Reste que le PCQ compte des appuis dans plusieurs autres villes de la province — même dans des régions plus éloignées, comme le Saguenay. La ville d’à peine 150 000 habitants est la cinquième en importance dans la province quant au nombre de dons effectués au PCQ par habitant.

« C’est une position élevée et c’est important, parce qu’il faut se souvenir qu’avant, le Saguenay–Lac-Saint-Jean était une région essentiellement dominée par le PQ. Pour le PCQ, d’avoir des appuis régionaux dans des régions pas très éloignées de Québec et Lévis, ça peut être un avantage », croit le politologue Frédéric Boily.

Top 10 des villes avec le plus de dons

Le nombre de dons est normalisé par 10 000 habitants
Macaron membre PCQ

Mais l’atout principal pour un parti comme le PCQ, c’est d’avoir ses appuis concentrés dans certaines régions, selon le professeur de l’Université de l’Alberta.

Avoir une importante base militante dans la région de Québec — là où Éric Duhaime s’est d’ailleurs fait connaître du grand public à la radio — pourrait donc être à l’avantage de son parti, croit M. Boily, qui fait la comparaison avec le Parti populaire de Maxime Bernier, au fédéral.

« C’était justement ça, son grand problème : [ses appuis] étaient trop éparpillés sur l’ensemble du territoire.

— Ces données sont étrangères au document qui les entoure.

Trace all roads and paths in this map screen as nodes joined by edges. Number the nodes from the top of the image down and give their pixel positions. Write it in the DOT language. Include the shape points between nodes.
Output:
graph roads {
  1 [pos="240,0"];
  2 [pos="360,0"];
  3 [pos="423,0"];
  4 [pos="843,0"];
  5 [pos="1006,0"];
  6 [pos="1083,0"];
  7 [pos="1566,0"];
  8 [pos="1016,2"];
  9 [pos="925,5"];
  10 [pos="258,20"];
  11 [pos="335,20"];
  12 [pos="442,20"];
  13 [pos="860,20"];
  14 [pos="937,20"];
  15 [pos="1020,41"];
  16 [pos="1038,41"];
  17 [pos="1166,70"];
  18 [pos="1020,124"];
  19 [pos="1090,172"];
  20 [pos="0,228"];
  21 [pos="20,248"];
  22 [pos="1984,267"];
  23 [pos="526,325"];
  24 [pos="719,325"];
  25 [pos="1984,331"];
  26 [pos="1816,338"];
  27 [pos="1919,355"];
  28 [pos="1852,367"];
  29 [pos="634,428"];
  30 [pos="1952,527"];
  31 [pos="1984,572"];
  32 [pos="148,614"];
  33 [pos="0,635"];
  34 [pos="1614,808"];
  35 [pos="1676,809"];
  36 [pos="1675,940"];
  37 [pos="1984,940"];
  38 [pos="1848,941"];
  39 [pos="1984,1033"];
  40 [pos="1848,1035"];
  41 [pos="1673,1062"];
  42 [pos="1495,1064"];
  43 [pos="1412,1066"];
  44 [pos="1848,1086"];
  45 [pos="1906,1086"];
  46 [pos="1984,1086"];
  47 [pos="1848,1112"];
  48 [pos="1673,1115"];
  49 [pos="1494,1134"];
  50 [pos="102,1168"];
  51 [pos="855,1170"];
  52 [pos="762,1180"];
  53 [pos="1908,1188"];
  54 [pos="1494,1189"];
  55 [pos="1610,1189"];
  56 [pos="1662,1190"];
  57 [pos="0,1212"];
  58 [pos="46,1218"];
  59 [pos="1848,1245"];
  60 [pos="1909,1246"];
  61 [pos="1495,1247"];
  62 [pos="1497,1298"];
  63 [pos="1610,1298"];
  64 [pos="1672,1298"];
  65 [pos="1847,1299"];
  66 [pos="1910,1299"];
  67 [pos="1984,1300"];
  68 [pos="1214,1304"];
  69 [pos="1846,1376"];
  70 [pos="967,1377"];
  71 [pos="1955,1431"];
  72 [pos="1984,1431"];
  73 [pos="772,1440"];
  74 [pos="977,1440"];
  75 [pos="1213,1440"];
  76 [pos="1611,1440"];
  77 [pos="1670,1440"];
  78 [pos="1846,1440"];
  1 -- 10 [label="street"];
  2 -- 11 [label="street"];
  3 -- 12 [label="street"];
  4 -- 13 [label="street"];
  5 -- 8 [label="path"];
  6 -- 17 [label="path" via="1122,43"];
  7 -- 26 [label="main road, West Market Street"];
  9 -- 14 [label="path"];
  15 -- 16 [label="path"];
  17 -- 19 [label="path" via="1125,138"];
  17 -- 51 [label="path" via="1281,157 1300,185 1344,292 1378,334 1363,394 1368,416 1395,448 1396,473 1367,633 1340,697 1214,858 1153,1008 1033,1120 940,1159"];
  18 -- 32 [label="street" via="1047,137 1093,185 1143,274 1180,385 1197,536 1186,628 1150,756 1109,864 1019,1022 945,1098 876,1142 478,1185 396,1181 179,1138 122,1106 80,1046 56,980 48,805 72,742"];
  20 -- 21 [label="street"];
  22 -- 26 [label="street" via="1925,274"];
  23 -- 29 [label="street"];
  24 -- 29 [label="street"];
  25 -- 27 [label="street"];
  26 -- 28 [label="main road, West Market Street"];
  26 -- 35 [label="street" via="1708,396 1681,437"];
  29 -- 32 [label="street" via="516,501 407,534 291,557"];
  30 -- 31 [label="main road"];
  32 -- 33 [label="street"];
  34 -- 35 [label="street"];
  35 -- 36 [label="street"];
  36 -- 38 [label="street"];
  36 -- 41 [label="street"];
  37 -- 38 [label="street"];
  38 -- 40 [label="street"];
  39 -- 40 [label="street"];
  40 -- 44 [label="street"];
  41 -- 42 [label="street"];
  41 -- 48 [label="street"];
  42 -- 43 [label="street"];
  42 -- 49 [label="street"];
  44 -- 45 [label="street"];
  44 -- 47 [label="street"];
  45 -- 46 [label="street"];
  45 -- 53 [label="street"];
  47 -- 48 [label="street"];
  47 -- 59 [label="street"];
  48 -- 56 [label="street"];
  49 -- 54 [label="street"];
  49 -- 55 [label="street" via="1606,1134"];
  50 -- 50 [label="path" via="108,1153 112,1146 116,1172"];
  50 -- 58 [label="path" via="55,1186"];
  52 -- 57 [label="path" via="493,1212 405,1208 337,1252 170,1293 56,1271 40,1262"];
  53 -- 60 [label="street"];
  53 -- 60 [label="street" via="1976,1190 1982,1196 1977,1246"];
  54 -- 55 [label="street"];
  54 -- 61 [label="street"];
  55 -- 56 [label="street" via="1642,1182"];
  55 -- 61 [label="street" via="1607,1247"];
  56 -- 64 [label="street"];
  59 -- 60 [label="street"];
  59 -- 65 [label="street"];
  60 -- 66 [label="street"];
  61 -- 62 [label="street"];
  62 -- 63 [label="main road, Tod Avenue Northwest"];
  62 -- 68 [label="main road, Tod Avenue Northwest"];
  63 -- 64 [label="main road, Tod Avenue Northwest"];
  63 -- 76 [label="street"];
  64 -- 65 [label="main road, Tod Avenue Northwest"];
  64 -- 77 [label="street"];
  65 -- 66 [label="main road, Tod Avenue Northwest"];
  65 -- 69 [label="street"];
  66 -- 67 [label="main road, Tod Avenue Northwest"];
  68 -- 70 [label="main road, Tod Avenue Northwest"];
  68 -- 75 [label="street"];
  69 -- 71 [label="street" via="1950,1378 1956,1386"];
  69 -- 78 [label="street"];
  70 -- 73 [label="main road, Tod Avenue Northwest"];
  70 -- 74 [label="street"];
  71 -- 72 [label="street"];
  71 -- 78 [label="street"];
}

Il vaut mieux, dans une première phase, être concentré dans certains endroits pour être capable d’en tirer des gains électoraux. »

Des gains électoraux, ce sera là le défi pour le parti. Car s’il a réussi à mobiliser de nouveaux donateurs et à recruter des milliers de nouveaux membres, encore faut-il que ces nouveaux partisans se rendent au bureau de vote en octobre. Le feront-ils ? La question se pose, selon Geneviève Tellier de l’Université d’Ottawa.

« Ce sont des gens qui sont contre l’establishment, contre les règles actuelles, ils ne sont donc pas portés à participer à ce système-là et à prendre le temps d’aller voter, puisqu’ils dénoncent les institutions et les résultats des élections », argue-t-elle. Or, il reste possible que le nouveau chef soit capable d’aller chercher les gens « cyniques et insatisfaits » et de les faire voter, ajoute-t-elle.

Ce ne sont d’ailleurs pas que les électeurs qui s’opposent aux mesures sanitaires qui risquent d’appuyer le parti : « [Éric Duhaime] a commencé à changer son discours. Au début, c’était très anti-mesures sanitaires, mais dernièrement, il parle plus des questions de santé, d’ouvrir ça au secteur privé… C’est plus une attaque contre l’État en général, ça risque d’attirer les gens à plus long terme », observe Mme Tellier.

Pour Frédéric Boily, le PCQ devra maintenant trouver de bons candidats pour garder son « sérieux ». « C’est vraiment une étape fondamentale, parce que si on réussit à attirer des candidats assez solides, même si on ne leur accorde pas nécessairement la victoire, ça vient donner encore plus de force du parti, comme quoi il est en train de s’imposer comme étant possiblement la véritable opposition officielle », conclut-il.